Somak Raychaudhury is Vice-Chancellor, Ashoka University. He was previously the Director of the Inter-University Centre for Astronomy and Astrophysics (IUCAA), Pune.
Professor Raychaudhury graduated from Presidency College, University of Calcutta, and went on to read Physics at Trinity College, University of Oxford, supported by an Inlaks Shivdasani scholarship. He did his Ph.D. in Astrophysics at the University of Cambridge, supported by the Isaac Newton Studentship, where he was awarded a J T Knight prize. He then moved to the Harvard-Smithsonian Center for Astrophysics, (CfA) at Cambridge, USA, as a Smithsonian Fellow. He stayed on to work in the High Energy Astrophysics division of the CfA, working for a NASA project, as part of the team that built the Chandra X-Ray Observatory, now in orbit. At this time, he was always a Fellow of Lowell House, Harvard University.
Professor Raychaudhury worked at IUCAA Pune as an Assistant Professor for a few years in the 1990s before moving to the University of Birmingham, UK, where he taught at the School of Physics and Astronomy for more than a decade. He moved back to India in 2012, to help rebuild Presidency College, Kolkata, into Presidency University, where he was Dean of Science and Professor and Head of Physics, till he moved to Pune in September 2015 as the fourth Director of IUCAA, which is one of the top research institutions in Astrophysics in the world.

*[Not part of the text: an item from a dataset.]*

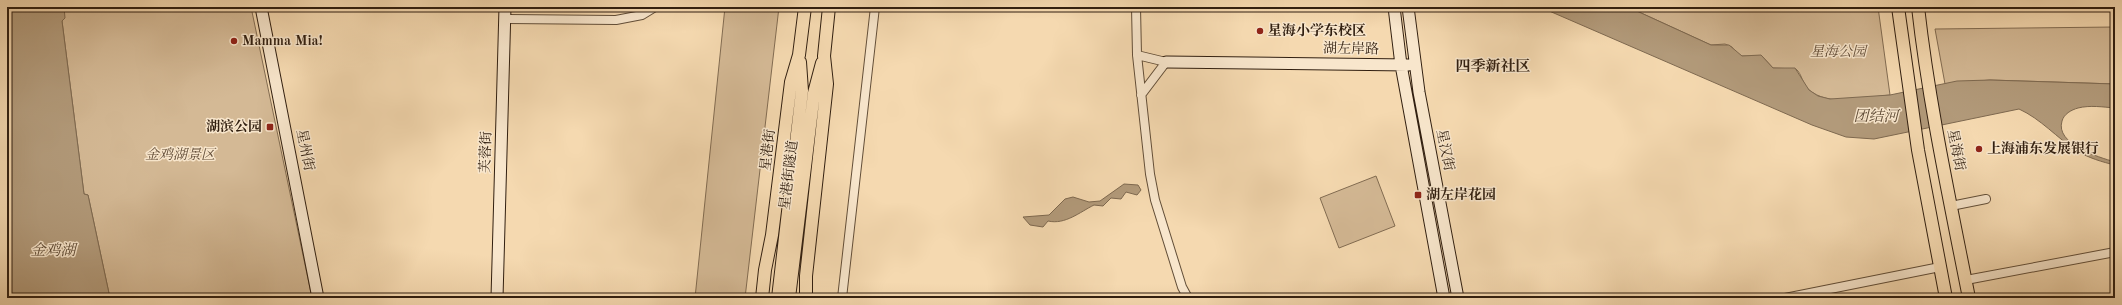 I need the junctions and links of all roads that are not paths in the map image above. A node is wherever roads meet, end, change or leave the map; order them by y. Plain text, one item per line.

His work involves a wide range of topics in Cosmology and Astrophysics and has made seminal discoveries using observations at radio, optical and X-ray frequencies, from the ground and from Space. He has worked on exotic stars such as black holes and neutron stars in nearby galaxies, including our own galaxy, the Milky Way. He has worked on observational cosmology, in determining the scale and age of the Universe. He pioneered the study of galaxy superclusters as the largest structures in the Universe and has discovered some of the largest structures of galaxies in the Universe, including the “Saraswati” supercluster of galaxies. In the recent past, he has been in leading positions in several of India’s mega-science international projects, including the Thirty Meter Telescope and LIGO-India. He has developed innovative machine-learning algorithms for mining large astronomical datasets, and recently co-chaired the committee to compile the Vision document for the Government of India, for the next decade of Astronomy research.